Nothing but a number should be written: the count of lines below that contain "豊島病院通り".

• [SOURCE RECORDS]:
┄┄┄┄┄┄

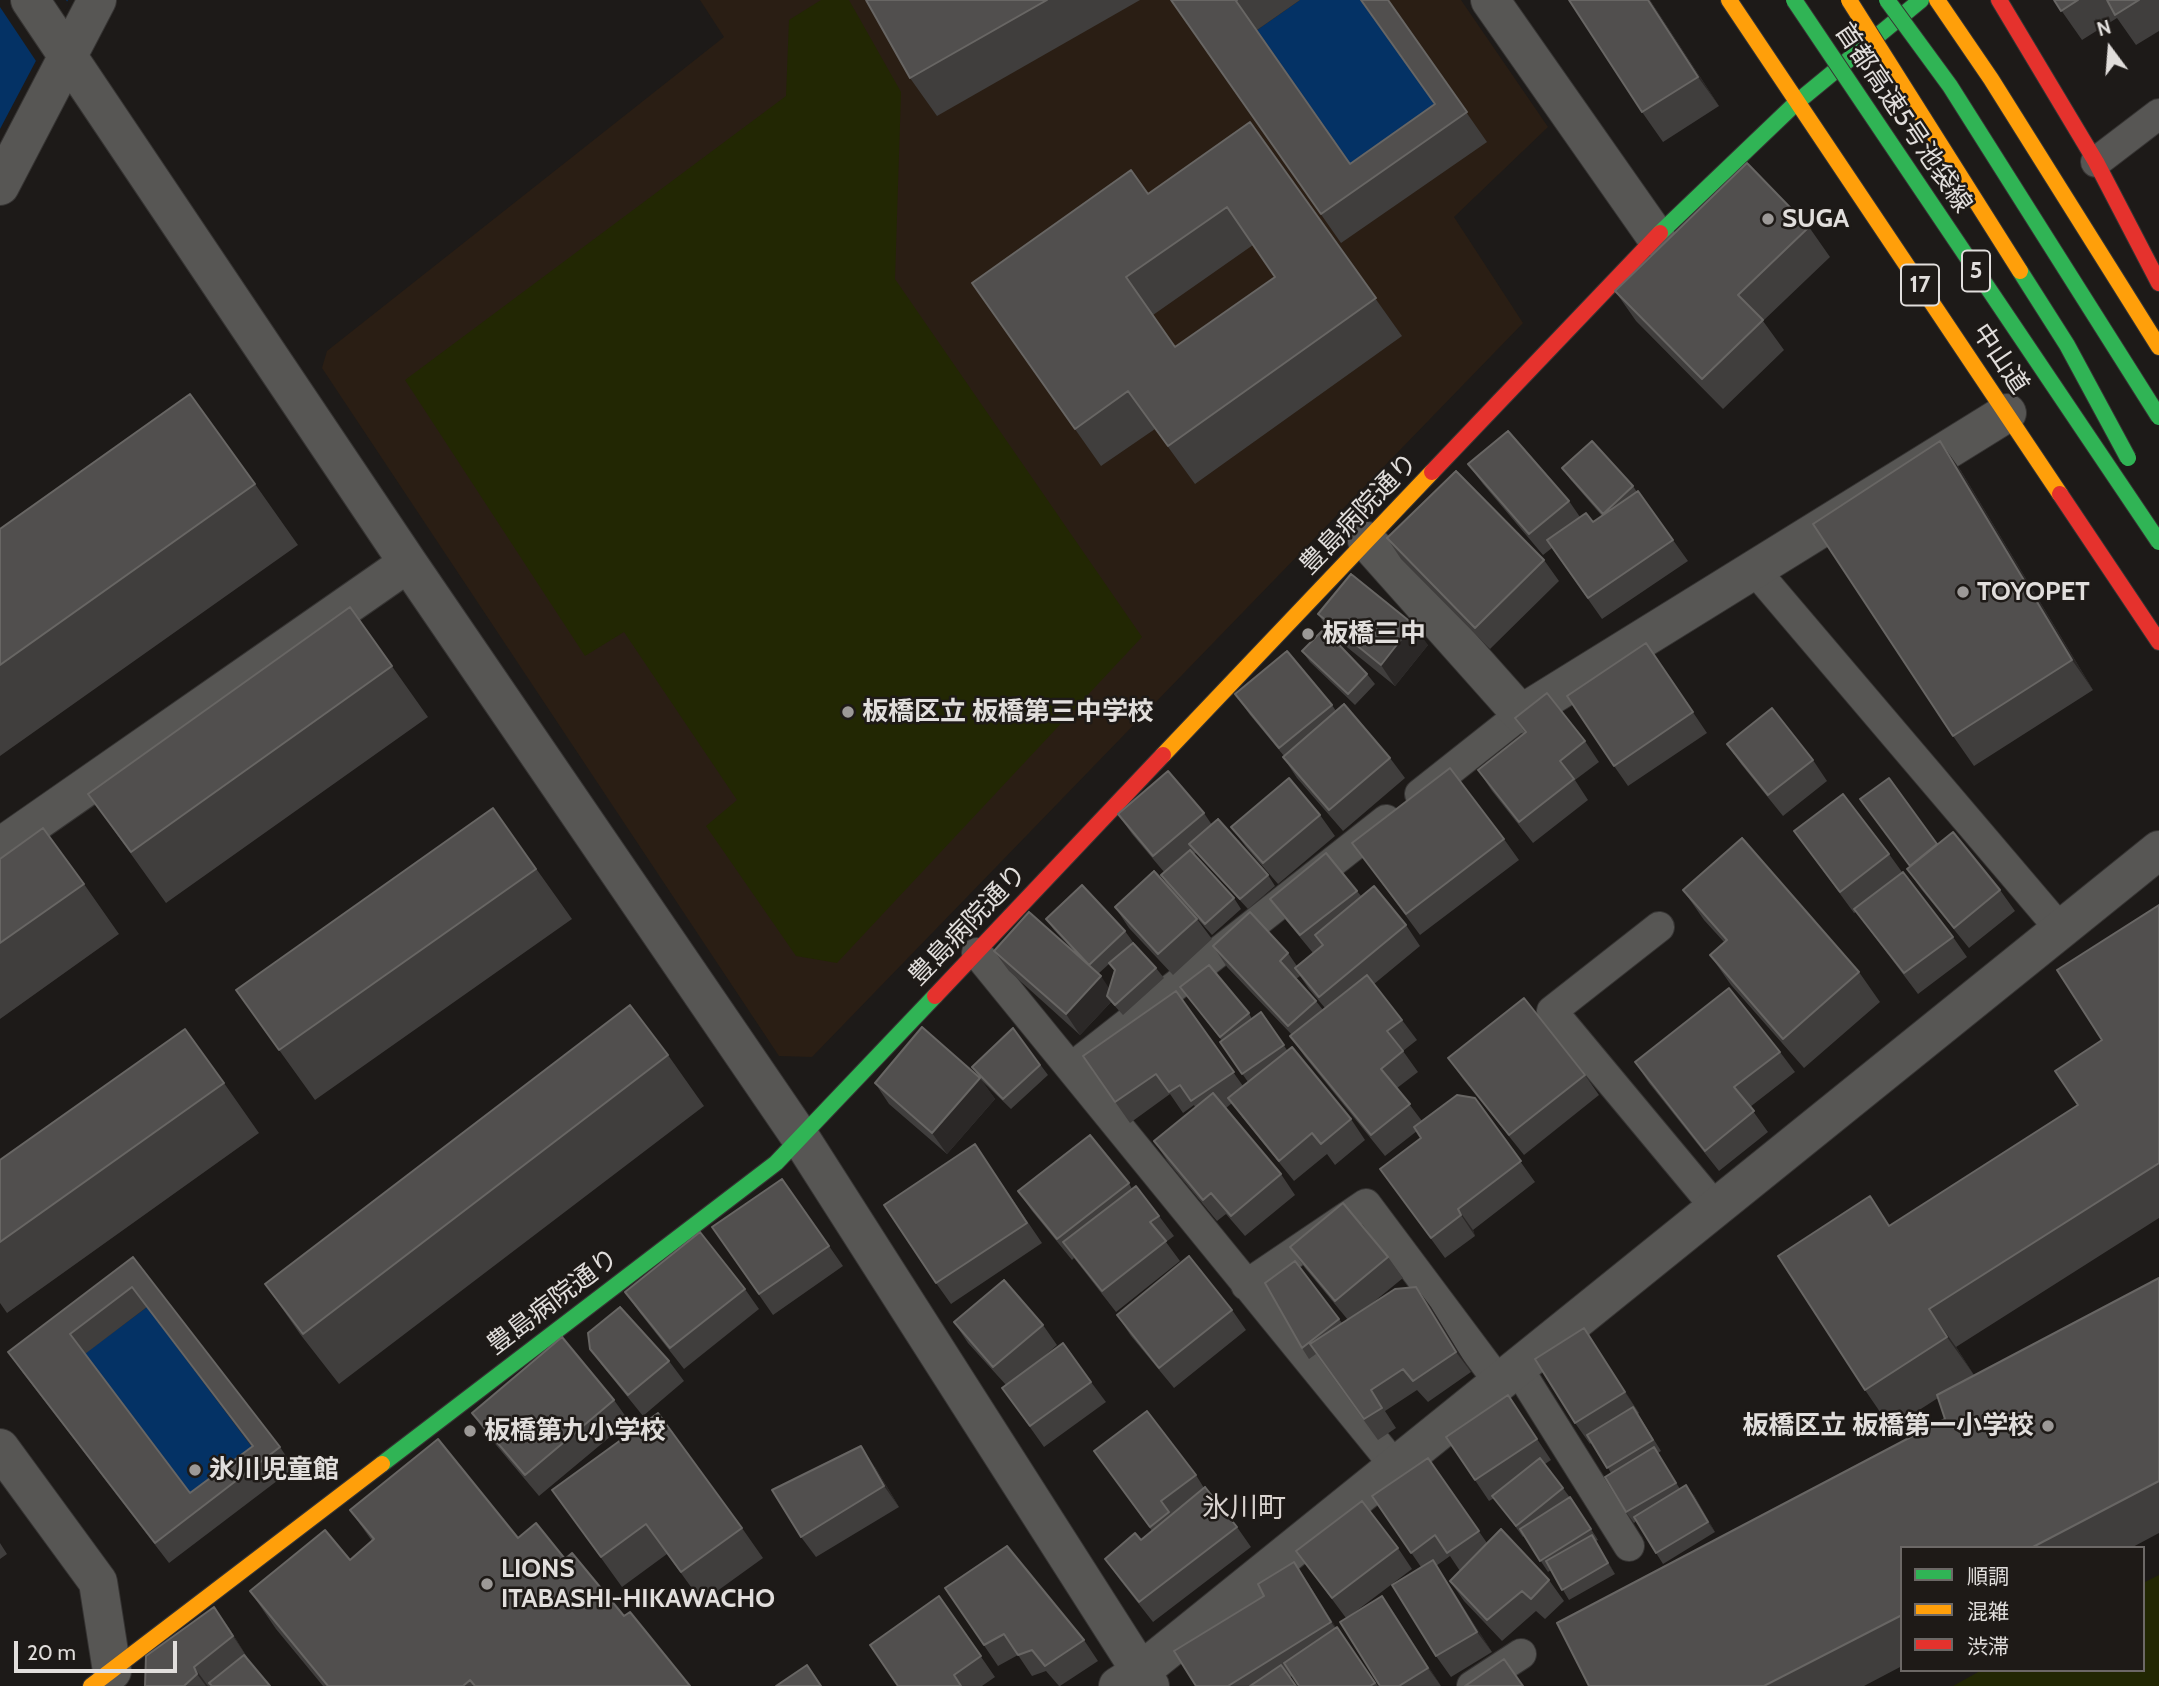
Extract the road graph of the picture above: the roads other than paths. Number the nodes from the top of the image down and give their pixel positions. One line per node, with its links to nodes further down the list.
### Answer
1 (30, 0): 11 (street)
2 (97, 0): 11 (street)
3 (1490, 0): 16 (street)
4 (1729, 0): 12 (main road, 中山道 / 17)
5 (1794, 0): 23 (main road, 首都高速5号池袋線 / 5, bridge)
6 (1849, 0): 21 (main road, bridge)
7 (1887, 0): 20 (main road, bridge)
8 (1921, 0): 12 (main road, 豊島病院通り)
9 (1937, 0): 18 (main road)
10 (1999, 0): 14 (main road)
11 (64, 48): 15 (street); 24 (street)
12 (1796, 103): 16 (main road, 豊島病院通り); 19 (main road, 中山道 / 17)
13 (2159, 114): 14 (lane)
14 (2096, 162): 17 (main road)
15 (0, 186)
16 (1656, 237): 22 (main road, 豊島病院通り)
17 (2159, 283)
18 (2159, 347)
19 (2007, 413): 25 (street); 26 (main road, 中山道 / 17)
20 (2159, 417)
21 (2139, 478)
22 (1367, 541): 27 (street); 32 (main road, 豊島病院通り)
23 (2159, 542)
24 (408, 564): 28 (street); 34 (street)
25 (1753, 568): 27 (street); 31 (lane)
26 (2159, 642)
27 (1521, 714): 33 (lane)
28 (0, 847)
29 (2159, 850): 31 (street)
30 (1658, 927): 35 (lane)
31 (2061, 930): 35 (street)
32 (977, 953): 33 (lane); 34 (main road, 豊島病院通り)
33 (1069, 1069): 36 (lane)
34 (800, 1137): 42 (main road, 豊島病院通り); 43 (street)
35 (1716, 1208): 37 (street)
36 (1246, 1284): 37 (lane); 39 (lane)
37 (1508, 1375): 39 (street); 40 (lane)
38 (0, 1448): 42 (street)
39 (1395, 1466): 43 (street)
40 (1629, 1546)
41 (1521, 1654): 44 (lane)
42 (106, 1681)
43 (1136, 1681)
44 (1472, 1686)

┄┄┄┄┄┄

• [RESULT OF THIS EXERCISE]: 6